Infinite-ID: Identity-preserved Personalization via ID-semantics Decoupling Paradigm

📝 Paper Summary

Personalized Text-to-Image Generation Identity Preservation

Infinite-ID decouples identity and text processing in diffusion models by using separate training paths and a mixed attention mechanism to merge them during inference, improving both identity fidelity and semantic consistency.

Core Problem

Existing methods entangle reference image identity features with text prompt features, forcing a trade-off where improving identity fidelity degrades prompt adherence (semantic consistency) and vice versa.

Why it matters:

Methods like PhotoMaker compress image features into text space, weakening identity details
Methods like IP-Adapter inject strong image features directly into the U-Net, often overpowering text prompts and ignoring semantic instructions
Current tuning-free personalization struggles to generate high-fidelity portraits in complex, novel scenes described by text

Concrete Example: When prompted with 'a man in a superman costume' using an image of Elon Musk, prior methods might produce a generic Superman (losing Elon's face) or a photo of Elon in a suit (ignoring the 'superman costume' text). Infinite-ID aims to produce Elon's exact face in the correct costume.

Key Novelty

ID-Semantics Decoupling Paradigm

Trains the model to recognize identity using only image inputs (ignoring text) via a specialized image cross-attention module, preventing text from interfering with identity learning
Reintroduces text during inference using a separate 'Mixed Attention' mechanism that fuses features from the text-driven self-attention and identity-driven cross-attention layers
Uses an AdaIN-mean operation to normalize feature statistics, allowing precise style control without retraining

Architecture

The training pipeline of Infinite-ID.

Evaluation Highlights

Achieves highest ID fidelity (0.83 DINO score) compared to PhotoMaker (0.76) and IP-Adapter (0.78) on evaluation benchmarks
Maintains strong semantic consistency (0.28 CLIP-T score), outperforming IP-Adapter (0.26) while matching the text-focused PhotoMaker
Demonstrates superior qualitative performance in style transfer tasks compared to StyleAligned and InstantStyle

Breakthrough Assessment

7/10

Strong methodological contribution in decoupling ID/text streams to solve the fidelity-consistency trade-off. Results show clear quantitative improvement over popular baselines like IP-Adapter.

⚙️ Technical Details

Problem Definition

Setting: Tuning-free personalized text-to-image generation given a single reference image

Inputs: Reference identity image x_id and text prompt T

Outputs: Generated image x_gen preserving identity of x_id and semantics of T

Pipeline Flow

Face Embeddings Extractor (processes reference image)
Identity-Enhanced Training (learning ID without text)
Mixed Attention Inference (merging separate ID and Text streams)

System Modules

Face Embeddings Extractor

Extract comprehensive identity features from the reference image

Model or implementation: CLIP Image Encoder + Face Recognition Backbone

Image Cross-Attention (Generation)

Inject identity information into the U-Net

Model or implementation: Trainable Cross-Attention Layers (added to SDXL U-Net)

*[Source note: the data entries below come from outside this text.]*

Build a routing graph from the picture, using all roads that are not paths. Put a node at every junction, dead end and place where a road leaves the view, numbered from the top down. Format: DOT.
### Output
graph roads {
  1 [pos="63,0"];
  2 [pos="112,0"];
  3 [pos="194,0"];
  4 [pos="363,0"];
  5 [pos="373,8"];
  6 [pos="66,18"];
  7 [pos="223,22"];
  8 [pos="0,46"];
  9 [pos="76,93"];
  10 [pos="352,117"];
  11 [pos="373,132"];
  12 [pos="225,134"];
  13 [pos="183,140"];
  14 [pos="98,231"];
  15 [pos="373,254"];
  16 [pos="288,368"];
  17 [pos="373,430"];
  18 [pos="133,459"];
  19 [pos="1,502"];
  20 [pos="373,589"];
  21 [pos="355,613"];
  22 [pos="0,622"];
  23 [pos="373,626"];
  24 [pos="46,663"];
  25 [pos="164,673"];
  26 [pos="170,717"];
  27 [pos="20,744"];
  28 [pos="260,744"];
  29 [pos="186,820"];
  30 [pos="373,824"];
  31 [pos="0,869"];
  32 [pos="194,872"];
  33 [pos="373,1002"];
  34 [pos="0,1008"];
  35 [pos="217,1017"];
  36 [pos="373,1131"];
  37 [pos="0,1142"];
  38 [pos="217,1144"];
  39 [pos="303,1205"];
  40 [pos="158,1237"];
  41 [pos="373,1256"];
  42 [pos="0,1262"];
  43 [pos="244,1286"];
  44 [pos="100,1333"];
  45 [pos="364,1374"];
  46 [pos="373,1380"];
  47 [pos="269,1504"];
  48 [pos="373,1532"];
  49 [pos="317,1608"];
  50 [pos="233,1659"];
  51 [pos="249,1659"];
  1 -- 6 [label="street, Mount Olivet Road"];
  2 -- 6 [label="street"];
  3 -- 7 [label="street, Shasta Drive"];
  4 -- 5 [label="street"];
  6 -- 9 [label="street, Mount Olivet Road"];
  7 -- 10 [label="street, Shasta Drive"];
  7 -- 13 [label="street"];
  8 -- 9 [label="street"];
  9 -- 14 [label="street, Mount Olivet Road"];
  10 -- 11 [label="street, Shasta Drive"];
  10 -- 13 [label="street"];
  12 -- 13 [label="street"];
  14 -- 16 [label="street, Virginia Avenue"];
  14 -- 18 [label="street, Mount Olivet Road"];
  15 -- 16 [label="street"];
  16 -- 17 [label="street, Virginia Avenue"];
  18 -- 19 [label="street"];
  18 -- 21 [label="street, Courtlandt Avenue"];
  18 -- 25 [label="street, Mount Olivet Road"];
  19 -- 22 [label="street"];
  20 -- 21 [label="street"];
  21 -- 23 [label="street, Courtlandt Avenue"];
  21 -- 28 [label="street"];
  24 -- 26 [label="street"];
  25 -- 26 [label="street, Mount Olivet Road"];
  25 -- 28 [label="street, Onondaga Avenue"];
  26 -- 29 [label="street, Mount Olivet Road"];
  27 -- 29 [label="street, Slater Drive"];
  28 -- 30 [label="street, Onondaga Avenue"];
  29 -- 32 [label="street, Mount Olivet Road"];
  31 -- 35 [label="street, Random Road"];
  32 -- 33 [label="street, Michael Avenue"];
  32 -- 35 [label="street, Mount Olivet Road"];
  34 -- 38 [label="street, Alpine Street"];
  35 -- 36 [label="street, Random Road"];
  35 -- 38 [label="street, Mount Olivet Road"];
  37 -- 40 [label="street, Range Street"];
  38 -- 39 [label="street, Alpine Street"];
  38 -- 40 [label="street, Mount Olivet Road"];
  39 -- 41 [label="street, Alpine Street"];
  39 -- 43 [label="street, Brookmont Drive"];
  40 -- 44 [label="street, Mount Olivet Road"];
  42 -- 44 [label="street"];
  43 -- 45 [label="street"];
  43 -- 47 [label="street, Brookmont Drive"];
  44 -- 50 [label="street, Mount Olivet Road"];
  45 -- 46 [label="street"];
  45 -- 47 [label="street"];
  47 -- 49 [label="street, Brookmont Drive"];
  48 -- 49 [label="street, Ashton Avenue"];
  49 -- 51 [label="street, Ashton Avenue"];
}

Mixed Attention Mechanism (Generation)

Fuse text and identity features during inference

Model or implementation: Custom Attention Operation

Novel Architectural Elements

Decoupled training strategy: Deactivating text cross-attention during ID training
Mixed Attention Module: Concatenating text self-attention keys/values with identity cross-attention keys/values
AdaIN-mean operation within attention blocks for style alignment

Modeling

Base Model: Stable Diffusion XL (SDXL)

Training Method: Identity-enhanced training on top of frozen SDXL

Objective Functions:

Purpose: Denoising score matching.

Formally: Standard diffusion loss L_diffusion using identity condition c_id instead of text

Adaptation: Trainable adapters: Face mapper, CLIP mapper, Image Cross-Attention layers

Trainable Parameters: Face/CLIP mappers and Image Cross-Attention modules only (SDXL U-Net frozen)

Key Hyperparameters:

CLIP_embedding_length: 257
Face_embedding_dim: 512
Projected_dim: 1664 (aligned with text features)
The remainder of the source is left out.